Pour autant L'Union Européenne n'a pas renoncé à faire pression sur le peuple grec :
C'est en son nom le commissaire français à l'économie, Pierre Moscovici, qui s'est chargé de réagir. « Avec ce processus démocratique [les élections législatives anticipées], le peuple grec va à nouveau décider de son futur. Un engagement fort pour l'Europe et un support large des électeurs et des leaders politiques grecs pour des réformes en faveur de la croissance sera essentiel pour prospérer à nouveau au sein de la zone euro », a-t-il dit dans un communiqué aussi bref que menaçant.

C'est un appel du cacique du PS à voter pour la droite grecque dont le Pasok fait partie.

Le Monde tente de brouiller les cartes :
« Ce que redoutent surtout les Européens, c'est qu'en cas de victoire, Syriza veuille sortir définitivement de la « tutelle » financière de Bruxelles, sans conclure « proprement » le deuxième plan d'aide financière de 130 milliards d'euros de la fameuse « troïka » (FMI, BCE, Union européenne), toujours en cours. Cette décision pourrait affoler les investisseurs et provoquer une onde de choc sur les marchés, notamment des emprunts souverains européens. On est loin de la prise en compte des intérêts d'un peuple que BCE et FMI assassinent à petit feu avec de violentes crises de fournaises imposées par la Troïka.»
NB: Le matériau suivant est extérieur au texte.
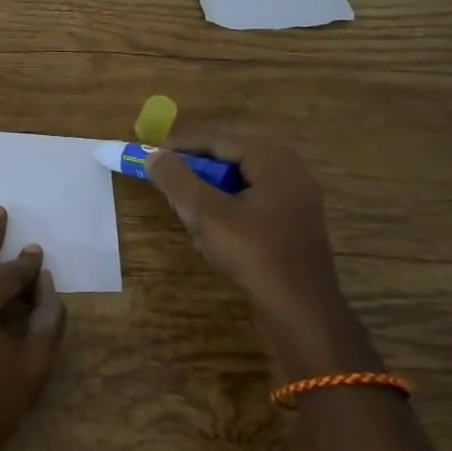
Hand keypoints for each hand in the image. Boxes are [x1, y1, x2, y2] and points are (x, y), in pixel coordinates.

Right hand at [146, 125, 350, 346]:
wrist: (301, 311)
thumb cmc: (255, 255)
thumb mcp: (207, 214)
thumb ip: (177, 180)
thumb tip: (154, 156)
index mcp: (274, 160)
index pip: (219, 139)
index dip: (181, 143)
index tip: (150, 150)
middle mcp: (289, 172)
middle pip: (229, 159)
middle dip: (194, 169)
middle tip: (163, 179)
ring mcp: (293, 200)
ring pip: (237, 184)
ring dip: (207, 193)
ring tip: (184, 208)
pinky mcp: (291, 225)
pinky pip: (249, 204)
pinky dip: (224, 210)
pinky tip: (209, 233)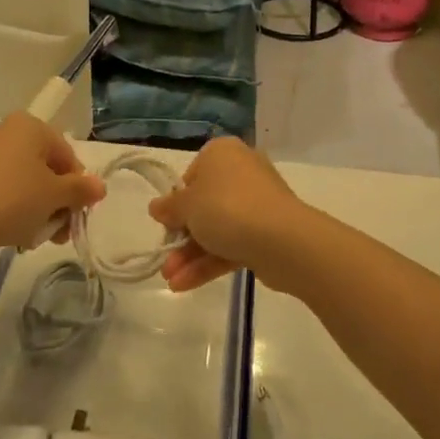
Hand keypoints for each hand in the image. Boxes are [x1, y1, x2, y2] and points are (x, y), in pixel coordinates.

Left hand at [0, 114, 104, 262]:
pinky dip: (13, 207)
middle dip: (56, 202)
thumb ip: (81, 190)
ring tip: (36, 239)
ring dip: (37, 209)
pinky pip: (1, 188)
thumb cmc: (12, 200)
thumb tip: (99, 187)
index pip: (67, 155)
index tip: (76, 216)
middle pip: (45, 168)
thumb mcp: (54, 196)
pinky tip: (14, 233)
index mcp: (29, 126)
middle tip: (59, 233)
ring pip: (23, 181)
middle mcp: (5, 131)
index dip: (77, 187)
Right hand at [148, 138, 310, 292]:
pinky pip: (232, 244)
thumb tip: (156, 207)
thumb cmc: (226, 208)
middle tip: (165, 258)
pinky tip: (184, 284)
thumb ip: (169, 208)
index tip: (167, 221)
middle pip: (204, 205)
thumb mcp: (187, 205)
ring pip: (217, 229)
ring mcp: (256, 204)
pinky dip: (209, 263)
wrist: (283, 240)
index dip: (177, 200)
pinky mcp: (266, 233)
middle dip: (182, 237)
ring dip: (191, 255)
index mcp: (222, 154)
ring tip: (170, 280)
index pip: (192, 174)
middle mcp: (241, 173)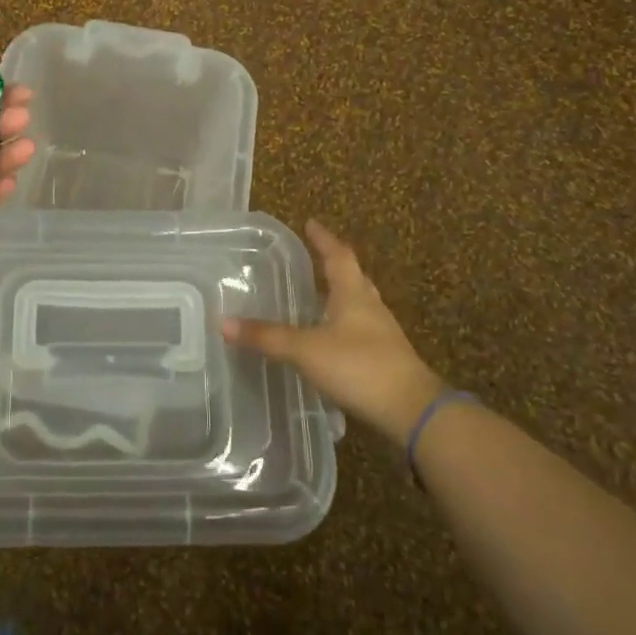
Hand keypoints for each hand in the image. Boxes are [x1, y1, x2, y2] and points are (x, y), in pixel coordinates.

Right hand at [224, 220, 447, 444]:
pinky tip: (329, 338)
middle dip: (332, 264)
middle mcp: (370, 307)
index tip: (310, 223)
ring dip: (339, 295)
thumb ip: (267, 337)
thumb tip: (223, 322)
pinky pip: (359, 330)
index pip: (338, 255)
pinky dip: (342, 325)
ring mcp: (381, 334)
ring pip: (358, 304)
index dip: (323, 239)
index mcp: (353, 294)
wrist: (412, 411)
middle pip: (352, 277)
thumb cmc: (360, 367)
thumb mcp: (306, 350)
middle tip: (313, 257)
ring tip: (317, 295)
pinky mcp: (385, 359)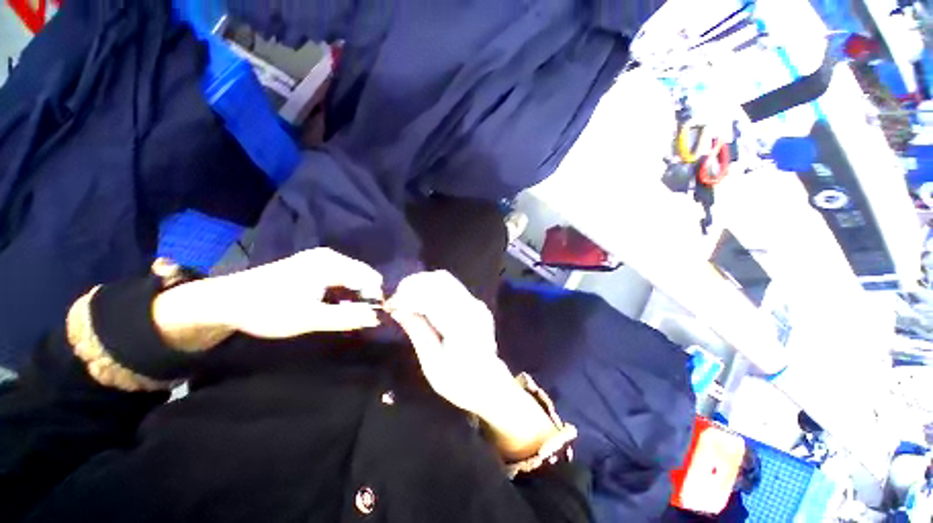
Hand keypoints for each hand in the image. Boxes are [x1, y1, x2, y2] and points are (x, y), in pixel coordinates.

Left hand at [153, 249, 382, 348]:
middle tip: (360, 320)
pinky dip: (343, 294)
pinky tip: (336, 307)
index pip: (370, 278)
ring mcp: (321, 260)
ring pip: (353, 278)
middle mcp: (330, 256)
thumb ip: (346, 318)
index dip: (375, 299)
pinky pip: (340, 279)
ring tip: (348, 316)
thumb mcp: (308, 318)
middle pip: (363, 276)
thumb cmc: (267, 309)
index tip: (372, 319)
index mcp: (331, 263)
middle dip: (366, 298)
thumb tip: (377, 319)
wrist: (226, 301)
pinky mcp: (313, 266)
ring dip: (355, 297)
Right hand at [386, 271, 512, 414]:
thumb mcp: (432, 364)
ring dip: (422, 284)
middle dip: (413, 285)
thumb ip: (418, 332)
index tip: (390, 305)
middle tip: (396, 300)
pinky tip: (421, 300)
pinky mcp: (475, 303)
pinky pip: (451, 286)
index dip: (408, 295)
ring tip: (406, 298)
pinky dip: (432, 287)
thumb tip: (399, 310)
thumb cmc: (459, 382)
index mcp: (461, 324)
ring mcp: (476, 303)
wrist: (490, 385)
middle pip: (439, 280)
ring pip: (445, 279)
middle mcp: (471, 307)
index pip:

Le journal migrateur au grès des spéculations* précisant :

« Un premier plan d'aide, d'un montant total de 110 milliards d'euros, avait été accordé entre 2010 et 2012. Le prix pour casser le principe des lois sociales appelées réformes structurelles et privatisations, Pour le deuxième, accordé pour la période 2012-2014, les sommes étaient versées progressivement, en fonction de la mise en place des réformes structurelles exigées par les créanciers ».

C'est dans ce cadre que Syriza veut maintenir la Grèce. On mesure combien le Capital est effarouché  de façade, ennamouré de fond..

Le Monde de préciser :

« Une dernière tranche de 1,8 milliard d'euros restait à verser, d'ici au 31 décembre. Mais voyant que les parties n'arrivaient pas à s'entendre sur le projet de budget 2015 de la Grèce –Bruxelles reprochant à Athènes son optimisme et exigeant d'autres coupes budgétaires – deux mois supplémentaires ont été accordés début décembre par les Européens », le temps de magouiller pour quand même garder la main sur la Grèce.

Vous seriez Grec, vous voteriez Syriza ???

 

La Canaille n'est pas certain que ces éléments de réflexions cavalent librement sur les réseaux sociaux. Si vous le pensez utile ils sont à votre disposition.

 

*Il semblerait que le titre ait projet de s'installer face à Bercy les pieds entre Seine et voies ferrés d'Austerlitz.